Why did my childhood best friend make a pass at a guy she knew I liked when we were 16?
Why did it take me so long to settle in Toronto?
I was naively, and falsely, convinced that if I could rationalize my feelings and trace cause to effect, I could move past the hurdles at a quicker pace. I wanted to strip apart life to make it more digestible, but despite my strongest efforts the feelings persisted. As I reflected on my life while writing this piece, I realized that understanding doesn’t equal integration.
Gestalt psychology calls us to explore the idea of a whole being different than the sum of its parts. We can’t make sense of an experience while standing inside it, because the meaning is hidden in acceptance and emerges only with distance, when time rearranges the fragments into something coherent. The fragment cannot be understood in isolation, it only finds its shape when placed in context.
Life, in its quiet cruelty, will keep replaying unfinished gestalts until you finally close them. Heartbreaks will echo, friendships will dissolve, and cities will chew you raw, but you need to let it happen, because accepting the “what” is a prerequisite to understanding the “why.” Paradoxically, you will never be ready to learn a lesson, yet you will learn it all the same, in hindsight.
Decide what you want to do to become who you want to be to have what you want to have
This is a very simple idea and yet, it seems like we can’t arrive at it ourselves without the guidance of self-help books. The problem isn’t exactly us – it’s the way we grow up. We get used to being told what to do, what to want, and when to want it that by the time we are allowed to make important decisions for ourselves, the habit of outsourcing the responsibility of choice becomes too compelling to give up. We become adults who are confined in the same structures we keep in existence.
To regain control of our lives, we first need to decide what we desire and then work backward. We have a mental image of ourselves that currently does not correspond to reality. To merge reality with our desires, we need to understand who we need to be to have what we want to have. If we want to have a fit physique, we need to be active and eat clean. If we want to have a successful business, we need to be entrepreneurial. If we want to have healthy relationships, we need to become romantics. Once we figure out the “who?” we need to think of the “how?” How do we become active people? By getting memberships at our local gym. How do we become entrepreneurs? By starting businesses. How do we become romantics? By opening our hearts.
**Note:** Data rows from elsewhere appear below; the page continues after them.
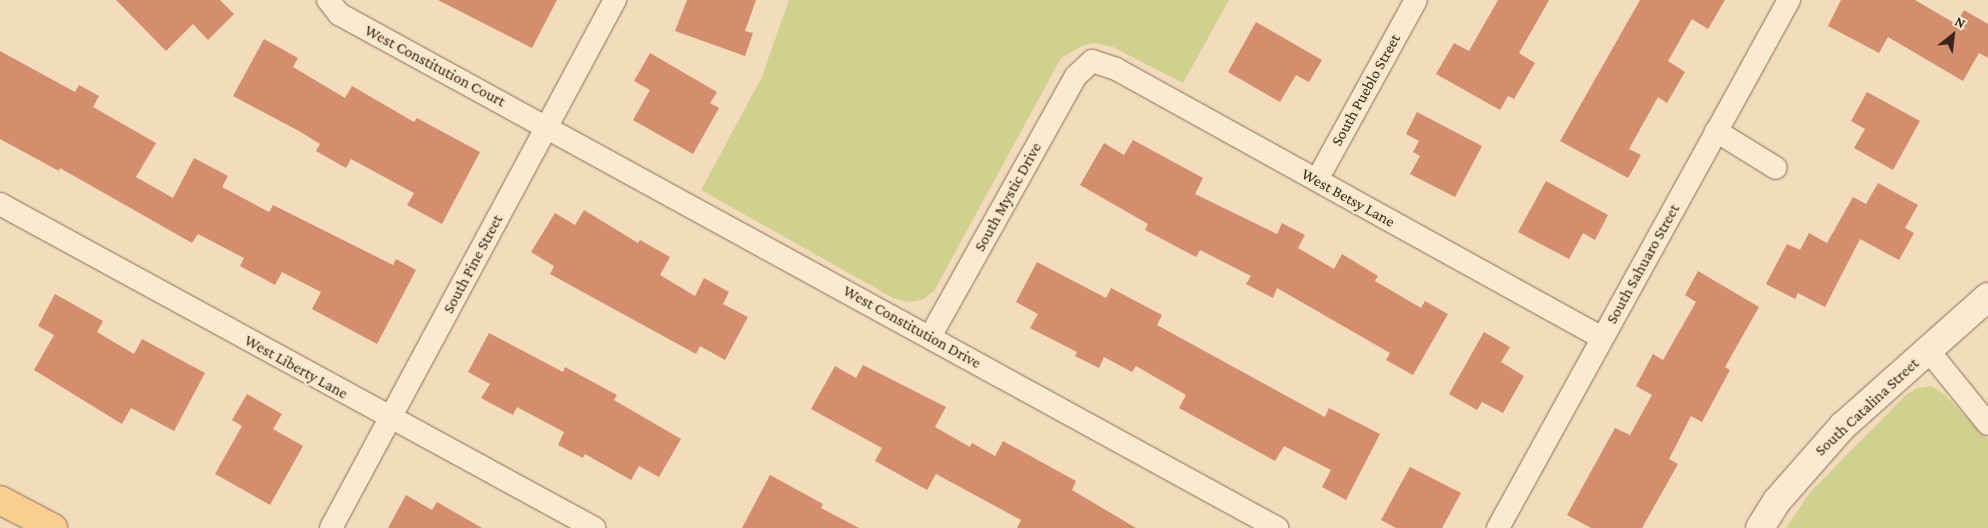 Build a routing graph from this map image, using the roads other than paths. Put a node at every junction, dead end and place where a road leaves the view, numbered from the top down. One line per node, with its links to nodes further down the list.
1 (328, 0): 6 (street, West Constitution Court)
2 (615, 0): 6 (street, South Pine Street)
3 (1416, 0): 9 (street, South Pueblo Street)
4 (1789, 0): 7 (street, South Sahuaro Street)
5 (1092, 61): 9 (street, West Betsy Lane); 12 (street, South Mystic Drive)
6 (547, 126): 12 (street, West Constitution Drive); 15 (street, South Pine Street)
7 (1716, 131): 8 (street); 13 (street, South Sahuaro Street)
8 (1776, 168)
9 (1317, 180): 13 (street, West Betsy Lane)
10 (0, 204): 15 (street, West Liberty Lane)
11 (1988, 297): 14 (street, South Catalina Street)
12 (930, 337): 21 (street, West Constitution Drive)
13 (1602, 338): 22 (street, South Sahuaro Street)
14 (1928, 350): 16 (street); 23 (street, South Catalina Street)
15 (390, 418): 19 (street, South Pine Street); 20 (street, West Liberty Lane)
16 (1988, 424)
17 (0, 500): 18 (main road)
18 (49, 527)
19 (331, 528)
20 (594, 528)
21 (1277, 528)
22 (1498, 528)
23 (1760, 528) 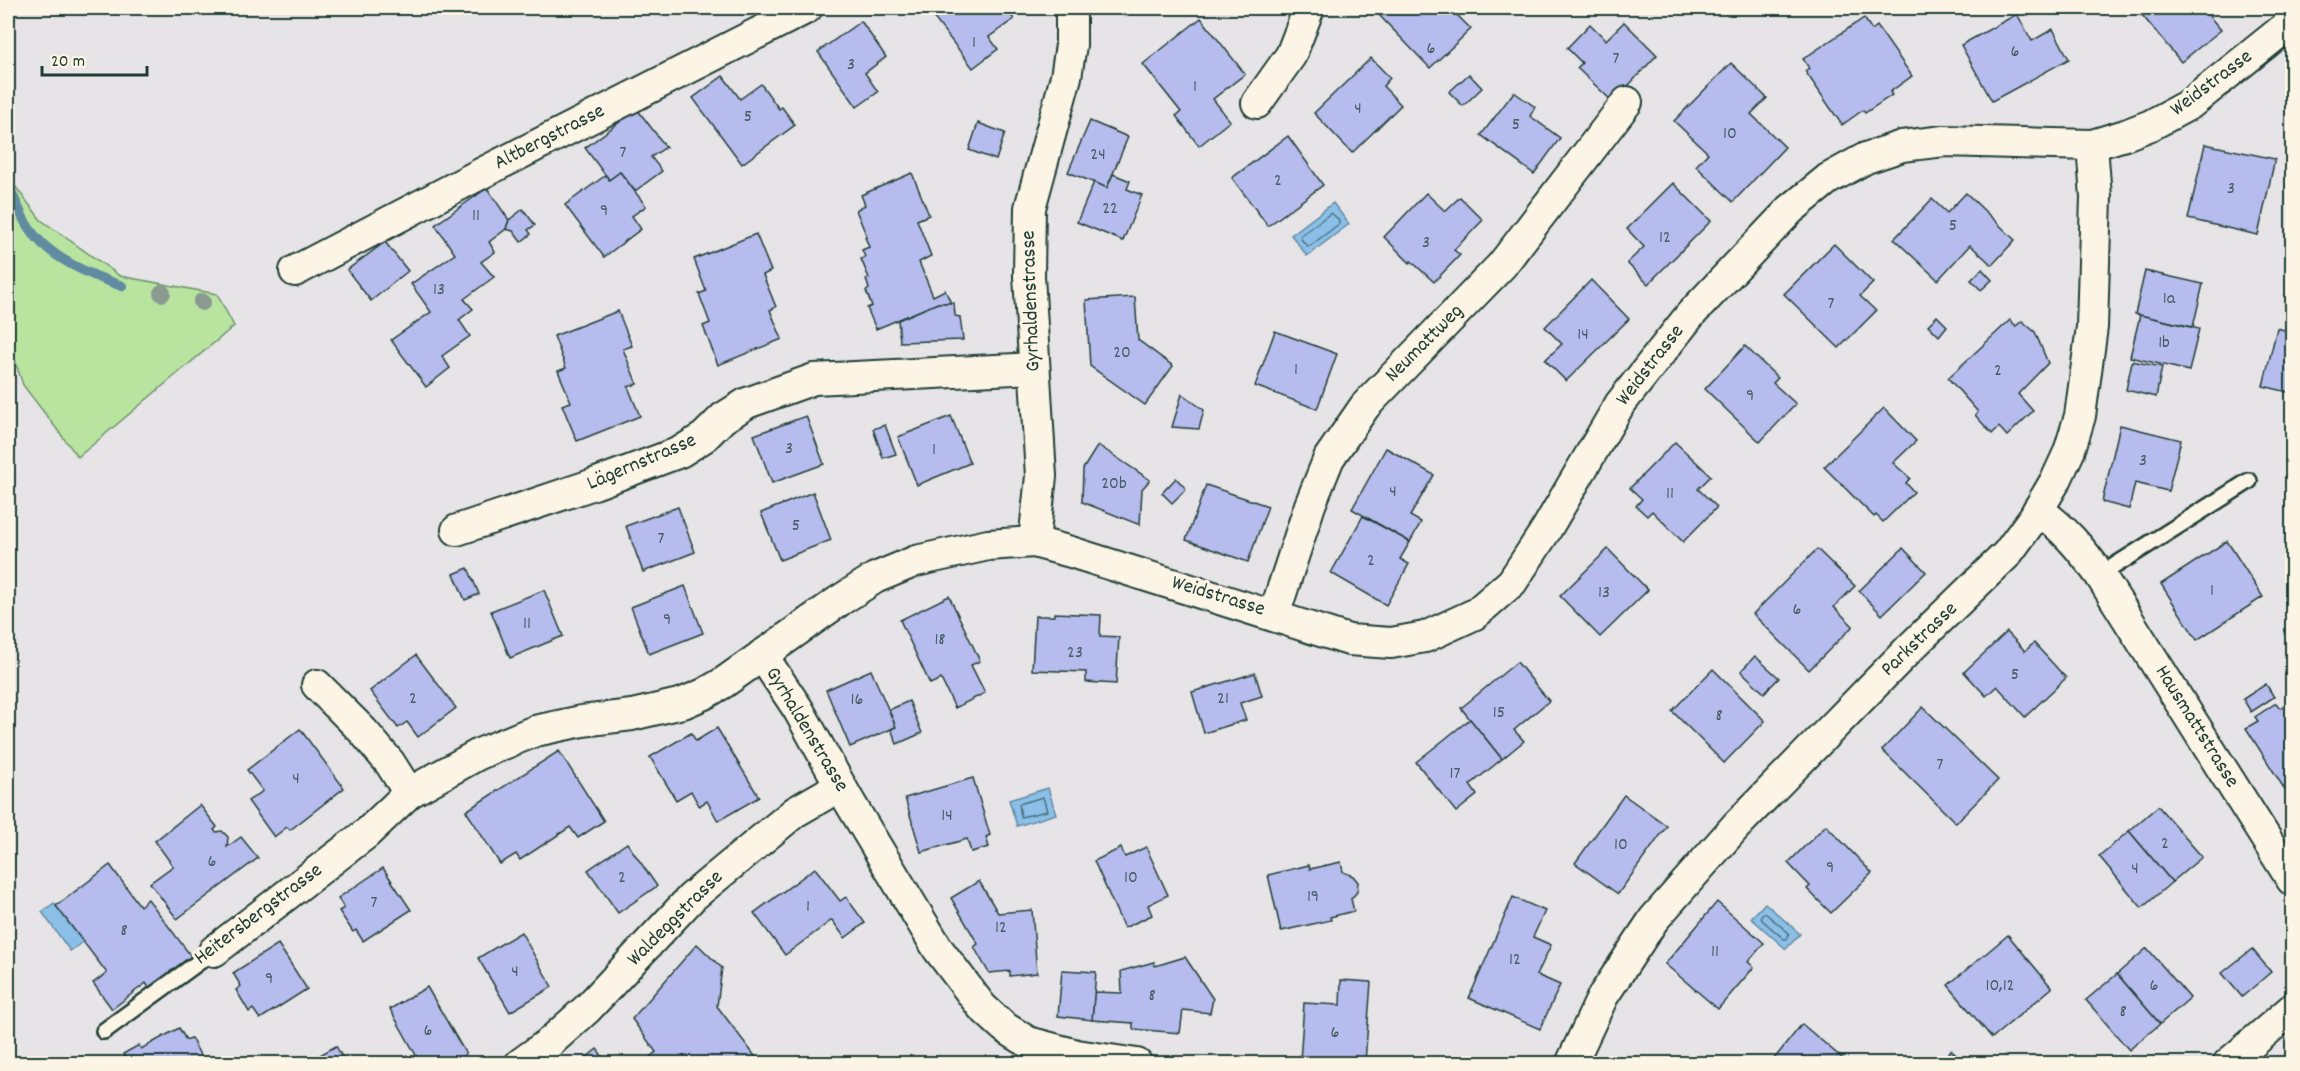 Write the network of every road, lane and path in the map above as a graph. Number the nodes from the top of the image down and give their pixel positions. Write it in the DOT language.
graph roads {
  1 [pos="807,8"];
  2 [pos="1069,8"];
  3 [pos="1309,8"];
  4 [pos="2292,22"];
  5 [pos="1628,102"];
  6 [pos="1257,103"];
  7 [pos="2092,145"];
  8 [pos="295,271"];
  9 [pos="1033,368"];
  10 [pos="2249,481"];
  11 [pos="2038,510"];
  12 [pos="457,530"];
  13 [pos="1034,542"];
  14 [pos="2100,575"];
  15 [pos="1274,615"];
  16 [pos="762,655"];
  17 [pos="317,685"];
  18 [pos="840,786"];
  19 [pos="409,793"];
  20 [pos="2292,880"];
  21 [pos="214,951"];
  22 [pos="2292,1009"];
  23 [pos="104,1031"];
  24 [pos="520,1064"];
  25 [pos="1137,1064"];
  26 [pos="1571,1064"];
  27 [pos="2228,1064"];
  1 -- 8 [label="street, Altbergstrasse"];
  2 -- 9 [label="street, Gyrhaldenstrasse"];
  3 -- 6 [label="street"];
  4 -- 7 [label="street, Weidstrasse"];
  5 -- 15 [label="street, Neumattweg"];
  7 -- 11 [label="street, Parkstrasse"];
  7 -- 15 [label="street, Weidstrasse"];
  9 -- 12 [label="street, Lägernstrasse"];
  9 -- 13 [label="street, Gyrhaldenstrasse"];
  10 -- 14 [label="lane"];
  11 -- 14 [label="street, Hausmattstrasse"];
  11 -- 26 [label="street, Parkstrasse"];
  13 -- 15 [label="street, Weidstrasse"];
  13 -- 16 [label="street, Gyrhaldenstrasse"];
  14 -- 20 [label="street, Hausmattstrasse"];
  16 -- 18 [label="street, Gyrhaldenstrasse"];
  16 -- 19 [label="street, Heitersbergstrasse"];
  17 -- 19 [label="street"];
  18 -- 24 [label="street, Waldeggstrasse"];
  18 -- 25 [label="street, Gyrhaldenstrasse"];
  19 -- 21 [label="street, Heitersbergstrasse"];
  21 -- 23 [label="lane, Heitersbergstrasse"];
  22 -- 27 [label="street"];
}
The schema is painfully simple, we just need to act.
There are many paths to happiness, but your heart knows the shortest one
The beauty of the human psyche is its flexibility – we can find happiness in virtually all situations. In practical terms, this means that if happiness is a destination, there are many roads that lead to it. We can live a happy life even if we don’t follow our passion or calling and just stick to ordinary jobs doing ordinary things in ordinary towns. The main difference is how quickly we will arrive at our destination. Our hearts know the shortest path to happiness, and following our passions is bound to bring us happiness, or rather us to happiness, much quicker than if we dedicate our lives to less-attractive pursuits.

Be a crying baby
There is a saying in some cultures that the crying baby gets the milk. Be that crying baby. It is important to vocalize our needs and desires because, at the very least, the act of saying them out loud allows us to refine them. Vocalizing the desire helps us get clarity; it helps us see whether our desire is aligned with our higher self and purpose. Spiritually, asking sends out our intention into the hands of the higher power, and in practical terms, asking for what we think we deserve lets other people see it too. Put differently, we might not receive that awaited raise or promotion unless we ask, because our bosses are too busy thinking about their own promotions. We need to be our own advocates; we need to be crying babies.
This is the final part of 25 years of living, thinking, and overthinking. Take what’s useful, leave the rest behind. Life will keep teaching, and we will keep learning (usually in the wrong order). Thank you for reading Ripe Reflections.